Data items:
◆ ◆ ◆ ◆

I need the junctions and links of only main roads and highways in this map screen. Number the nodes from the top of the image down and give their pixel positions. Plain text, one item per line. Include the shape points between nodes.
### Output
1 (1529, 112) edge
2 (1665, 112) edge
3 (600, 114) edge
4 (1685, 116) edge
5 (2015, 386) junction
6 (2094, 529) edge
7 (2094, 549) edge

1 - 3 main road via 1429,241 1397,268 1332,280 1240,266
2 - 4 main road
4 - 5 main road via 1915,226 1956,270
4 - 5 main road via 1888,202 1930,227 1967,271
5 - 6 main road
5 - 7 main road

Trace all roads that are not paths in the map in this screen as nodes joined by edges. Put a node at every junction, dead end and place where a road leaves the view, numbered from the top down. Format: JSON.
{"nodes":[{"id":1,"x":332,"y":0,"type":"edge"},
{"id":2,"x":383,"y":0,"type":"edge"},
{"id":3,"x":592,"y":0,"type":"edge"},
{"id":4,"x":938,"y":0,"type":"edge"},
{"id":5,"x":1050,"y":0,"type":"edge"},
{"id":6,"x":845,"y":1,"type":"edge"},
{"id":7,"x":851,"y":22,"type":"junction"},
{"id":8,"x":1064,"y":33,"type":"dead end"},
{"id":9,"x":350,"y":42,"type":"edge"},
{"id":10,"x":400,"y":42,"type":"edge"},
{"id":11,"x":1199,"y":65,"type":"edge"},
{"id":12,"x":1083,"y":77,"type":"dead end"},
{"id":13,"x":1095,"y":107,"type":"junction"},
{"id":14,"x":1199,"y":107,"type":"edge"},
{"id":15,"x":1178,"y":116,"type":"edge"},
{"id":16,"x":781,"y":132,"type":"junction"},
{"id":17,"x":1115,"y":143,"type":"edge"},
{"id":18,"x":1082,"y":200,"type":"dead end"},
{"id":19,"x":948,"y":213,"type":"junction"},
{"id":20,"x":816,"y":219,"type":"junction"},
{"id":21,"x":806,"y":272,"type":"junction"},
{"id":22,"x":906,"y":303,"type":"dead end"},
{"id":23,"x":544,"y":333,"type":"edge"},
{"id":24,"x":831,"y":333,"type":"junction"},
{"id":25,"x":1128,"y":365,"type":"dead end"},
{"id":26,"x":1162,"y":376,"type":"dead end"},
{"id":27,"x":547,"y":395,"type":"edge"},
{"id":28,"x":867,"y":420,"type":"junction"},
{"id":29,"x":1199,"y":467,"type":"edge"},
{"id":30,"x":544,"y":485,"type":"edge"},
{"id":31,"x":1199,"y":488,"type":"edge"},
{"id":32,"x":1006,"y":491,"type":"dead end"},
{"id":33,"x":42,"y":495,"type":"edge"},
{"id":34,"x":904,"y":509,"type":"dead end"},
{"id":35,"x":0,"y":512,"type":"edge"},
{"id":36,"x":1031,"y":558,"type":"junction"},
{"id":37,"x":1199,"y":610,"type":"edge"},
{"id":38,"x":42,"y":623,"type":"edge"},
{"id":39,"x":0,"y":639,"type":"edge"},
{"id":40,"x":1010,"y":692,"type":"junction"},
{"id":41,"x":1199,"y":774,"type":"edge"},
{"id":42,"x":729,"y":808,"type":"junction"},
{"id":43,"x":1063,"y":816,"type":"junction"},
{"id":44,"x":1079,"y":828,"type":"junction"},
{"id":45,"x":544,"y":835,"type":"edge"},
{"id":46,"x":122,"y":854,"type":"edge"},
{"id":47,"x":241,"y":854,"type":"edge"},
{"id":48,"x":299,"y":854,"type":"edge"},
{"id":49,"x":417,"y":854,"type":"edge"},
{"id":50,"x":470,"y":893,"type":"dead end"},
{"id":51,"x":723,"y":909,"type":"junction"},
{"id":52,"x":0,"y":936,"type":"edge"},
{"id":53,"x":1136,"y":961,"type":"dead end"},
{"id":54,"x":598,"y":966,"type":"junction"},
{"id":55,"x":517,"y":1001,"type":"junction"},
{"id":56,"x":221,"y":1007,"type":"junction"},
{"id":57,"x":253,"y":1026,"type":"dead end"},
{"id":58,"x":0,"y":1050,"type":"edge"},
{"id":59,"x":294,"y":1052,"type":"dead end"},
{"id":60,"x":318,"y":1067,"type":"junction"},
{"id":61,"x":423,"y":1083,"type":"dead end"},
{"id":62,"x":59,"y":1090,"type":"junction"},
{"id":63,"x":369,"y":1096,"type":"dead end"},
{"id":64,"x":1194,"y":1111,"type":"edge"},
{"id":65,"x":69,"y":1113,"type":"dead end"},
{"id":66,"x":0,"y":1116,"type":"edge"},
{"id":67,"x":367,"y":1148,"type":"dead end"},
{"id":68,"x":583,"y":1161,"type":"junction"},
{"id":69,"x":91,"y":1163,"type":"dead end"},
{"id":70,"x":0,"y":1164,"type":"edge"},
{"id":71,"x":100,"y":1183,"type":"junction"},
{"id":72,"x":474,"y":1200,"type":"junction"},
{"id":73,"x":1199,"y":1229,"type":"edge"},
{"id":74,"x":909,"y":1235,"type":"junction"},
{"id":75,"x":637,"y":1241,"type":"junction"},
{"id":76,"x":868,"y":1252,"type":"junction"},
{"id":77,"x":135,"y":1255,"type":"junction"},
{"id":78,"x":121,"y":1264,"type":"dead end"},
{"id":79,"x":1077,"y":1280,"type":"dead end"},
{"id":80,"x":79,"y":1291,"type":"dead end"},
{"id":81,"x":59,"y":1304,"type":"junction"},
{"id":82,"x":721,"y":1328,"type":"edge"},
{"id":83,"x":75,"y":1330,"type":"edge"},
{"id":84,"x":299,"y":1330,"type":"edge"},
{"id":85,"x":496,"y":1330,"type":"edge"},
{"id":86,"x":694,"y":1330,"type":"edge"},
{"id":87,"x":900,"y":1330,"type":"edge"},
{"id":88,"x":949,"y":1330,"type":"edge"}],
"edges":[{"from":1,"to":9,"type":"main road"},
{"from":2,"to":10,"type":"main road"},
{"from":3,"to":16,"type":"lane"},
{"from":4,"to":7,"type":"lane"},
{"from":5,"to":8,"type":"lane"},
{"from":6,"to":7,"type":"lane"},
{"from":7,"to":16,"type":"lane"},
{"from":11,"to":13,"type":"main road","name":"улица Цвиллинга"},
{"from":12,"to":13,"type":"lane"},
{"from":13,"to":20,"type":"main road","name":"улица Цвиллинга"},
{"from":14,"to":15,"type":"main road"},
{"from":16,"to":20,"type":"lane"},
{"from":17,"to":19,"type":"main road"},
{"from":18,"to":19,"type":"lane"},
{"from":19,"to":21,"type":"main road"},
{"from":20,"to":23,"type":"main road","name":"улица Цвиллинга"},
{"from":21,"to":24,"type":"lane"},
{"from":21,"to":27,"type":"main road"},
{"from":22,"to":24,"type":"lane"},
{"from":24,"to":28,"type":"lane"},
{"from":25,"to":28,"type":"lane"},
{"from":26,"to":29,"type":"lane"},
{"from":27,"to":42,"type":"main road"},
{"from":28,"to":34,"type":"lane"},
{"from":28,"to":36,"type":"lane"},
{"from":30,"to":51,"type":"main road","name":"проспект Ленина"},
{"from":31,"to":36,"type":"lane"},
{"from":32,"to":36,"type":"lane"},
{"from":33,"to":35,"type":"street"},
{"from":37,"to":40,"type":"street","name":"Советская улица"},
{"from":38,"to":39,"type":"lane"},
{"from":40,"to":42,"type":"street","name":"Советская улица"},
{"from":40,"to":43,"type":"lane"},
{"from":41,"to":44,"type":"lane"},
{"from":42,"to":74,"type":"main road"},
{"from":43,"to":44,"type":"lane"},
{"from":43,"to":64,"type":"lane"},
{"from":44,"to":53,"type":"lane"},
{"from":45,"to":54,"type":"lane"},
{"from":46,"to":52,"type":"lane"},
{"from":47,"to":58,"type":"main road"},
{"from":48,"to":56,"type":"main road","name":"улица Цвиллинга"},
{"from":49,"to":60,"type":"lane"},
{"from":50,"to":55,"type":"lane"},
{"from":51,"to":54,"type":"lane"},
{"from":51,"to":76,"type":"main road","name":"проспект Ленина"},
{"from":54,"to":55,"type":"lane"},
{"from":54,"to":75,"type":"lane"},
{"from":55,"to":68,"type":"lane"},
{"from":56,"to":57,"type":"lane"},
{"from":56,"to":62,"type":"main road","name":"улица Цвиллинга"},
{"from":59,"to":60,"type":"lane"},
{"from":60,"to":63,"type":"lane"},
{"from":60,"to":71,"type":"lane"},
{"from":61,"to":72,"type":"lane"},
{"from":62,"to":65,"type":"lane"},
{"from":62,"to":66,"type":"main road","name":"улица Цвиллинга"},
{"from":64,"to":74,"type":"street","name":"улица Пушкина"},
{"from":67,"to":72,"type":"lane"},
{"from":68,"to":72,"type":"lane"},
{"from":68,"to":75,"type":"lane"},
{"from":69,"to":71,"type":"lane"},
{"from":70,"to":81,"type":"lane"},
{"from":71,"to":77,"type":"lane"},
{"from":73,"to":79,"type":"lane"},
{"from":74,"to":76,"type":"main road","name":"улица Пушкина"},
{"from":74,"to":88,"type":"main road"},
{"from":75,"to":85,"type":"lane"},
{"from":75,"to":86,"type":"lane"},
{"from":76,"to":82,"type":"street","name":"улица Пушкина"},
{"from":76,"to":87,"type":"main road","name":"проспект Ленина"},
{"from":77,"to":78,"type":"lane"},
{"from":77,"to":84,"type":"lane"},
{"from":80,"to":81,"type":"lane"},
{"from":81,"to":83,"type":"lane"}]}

◆ ◆ ◆ ◆

### PROBLEM REQUIREMENTS
Among the lines of the data above, find those with the word "улица" and show them.

### WRITTEN ANSWER
{"from":11,"to":13,"type":"main road","name":"улица Цвиллинга"},
{"from":13,"to":20,"type":"main road","name":"улица Цвиллинга"},
{"from":20,"to":23,"type":"main road","name":"улица Цвиллинга"},
{"from":37,"to":40,"type":"street","name":"Советская улица"},
{"from":40,"to":42,"type":"street","name":"Советская улица"},
{"from":48,"to":56,"type":"main road","name":"улица Цвиллинга"},
{"from":56,"to":62,"type":"main road","name":"улица Цвиллинга"},
{"from":62,"to":66,"type":"main road","name":"улица Цвиллинга"},
{"from":64,"to":74,"type":"street","name":"улица Пушкина"},
{"from":74,"to":76,"type":"main road","name":"улица Пушкина"},
{"from":76,"to":82,"type":"street","name":"улица Пушкина"},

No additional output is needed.